-Soy su nueva secretaria-digo y él se queda estático en su silla.
Dios.
¿Este es mi jefe?
Maldita sea.
Esta guapísimo.
Cabello n***o como la oscuridad, ojos azules como el mar, puedo ver que tiene un cuerpo que envidian muchos pero que nunca consiguen.
-Siéntese-indica y mis piernas seden a esa orden-¿Por qué cuando llegue no la vi en su lugar?-trago saliva.
-Fui por unas copias que necesitaba para poder empezar con lo que la otra secretaria hizo mal-arquea una de sus cejas.
Guapo es poco.
-Señorita, este es su primer día, así que le pido que esto no se repita, cuando yo llegue usted tiene que estar sentada y ya trabajando-No creo hablar con una persona-. Primera advertencia no abra segunda retírese.
Salgo de ese lugar sintiéndome mal, pues no esperaba que fuera así, cuando me llamaron para el empleo pensé que por la descripción que me dieron era un hombre mayor y algo gruñón, no un hombre de unos años mayor que yo o que tuviera ese cuerpo.
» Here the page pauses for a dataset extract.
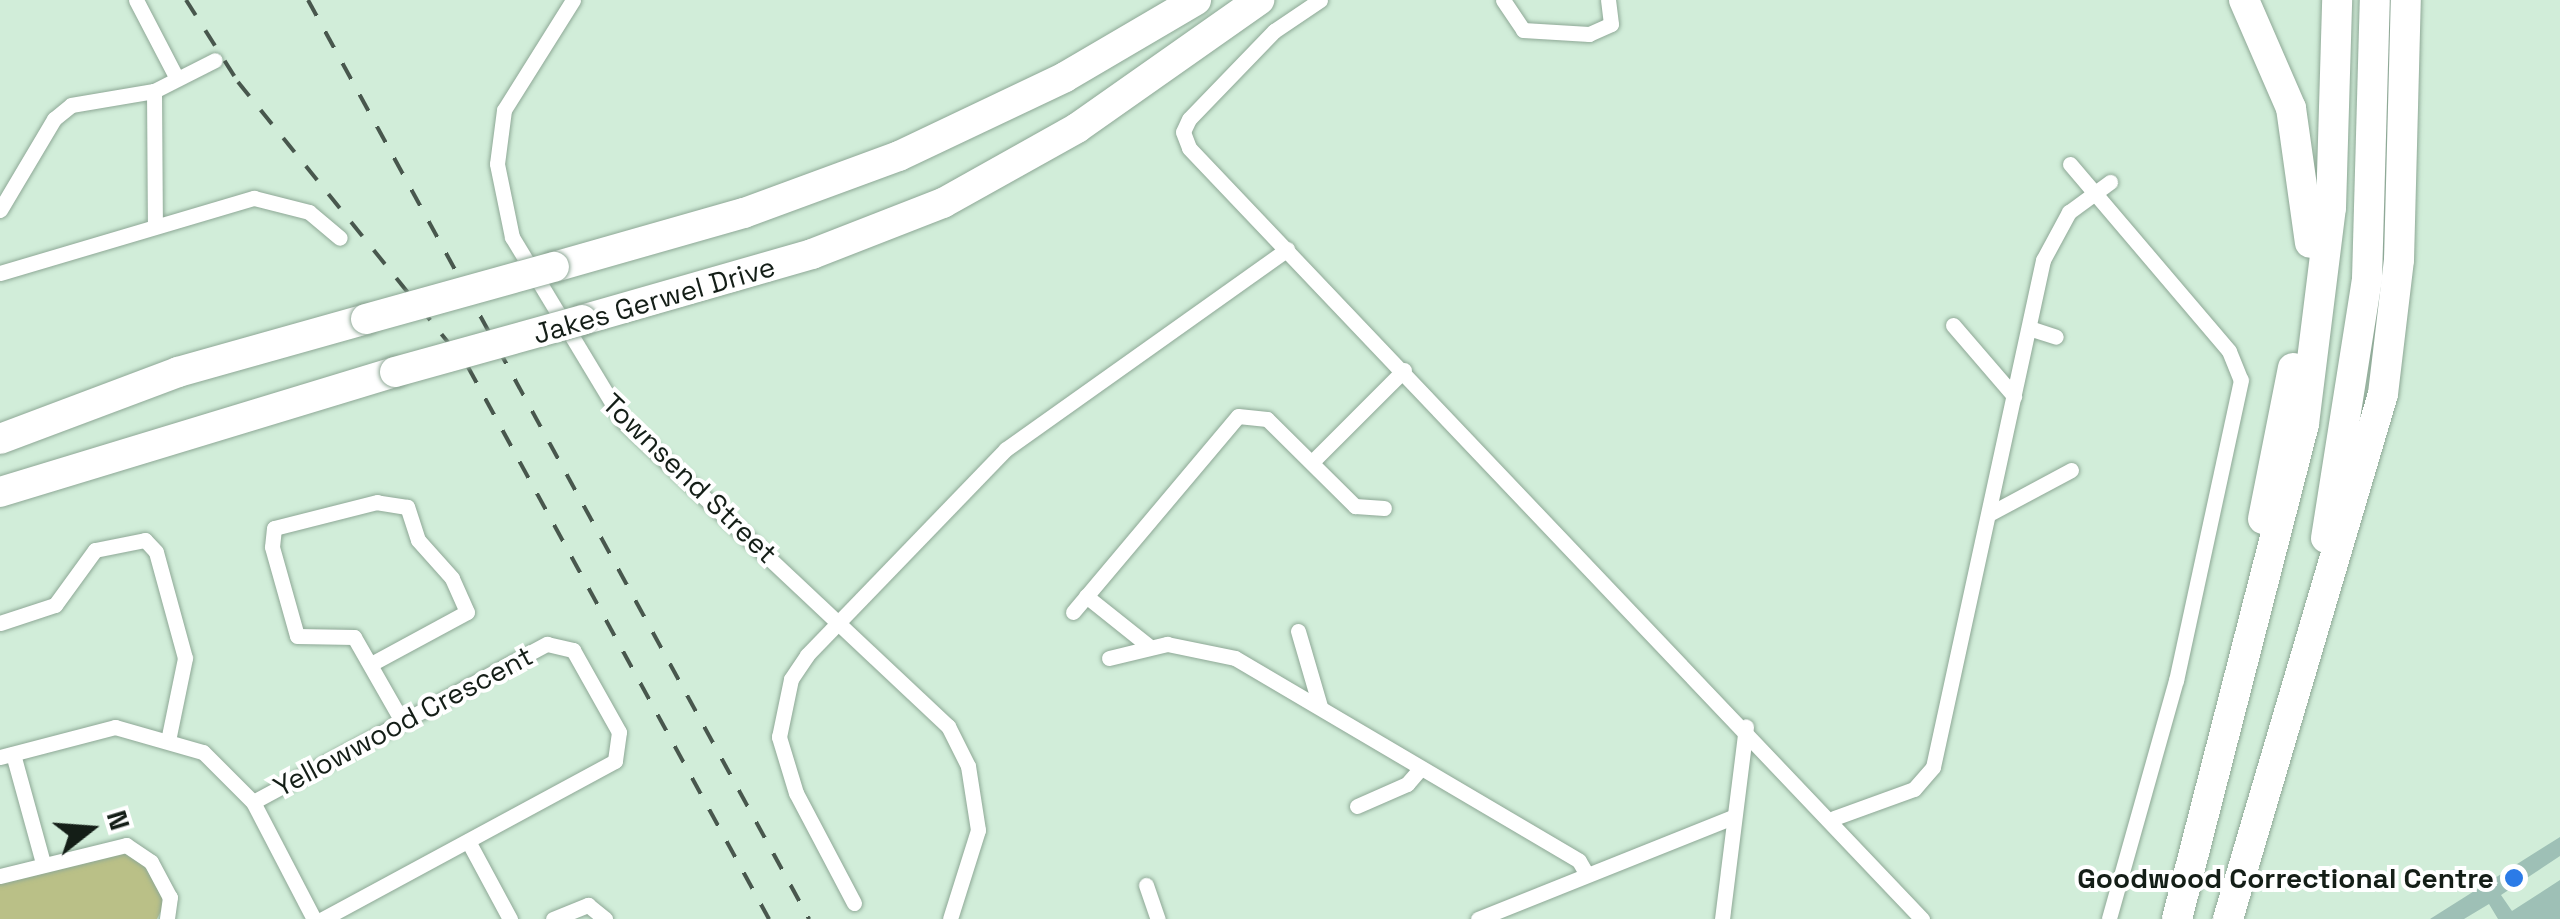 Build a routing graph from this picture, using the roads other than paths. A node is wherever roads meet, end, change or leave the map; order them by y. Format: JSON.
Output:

Trabajo mis horas como deben ser, acomodo los papeles mal ordenados y reviso los documentos que están mal.
-¿Está mi hermano?-pregunta una voz, levanto lo vista y es un joven castaño con ojos marrones y piel del color del hombre que me dio mi primer regaño.
-Sí-me estoy a punto de levantarme cuando él mismo abre y cierra la puerta.
Genial.
Me van a despedir.
Pero no, ya he aguantado a muchos hombres y Harry Jackson no será la excepción.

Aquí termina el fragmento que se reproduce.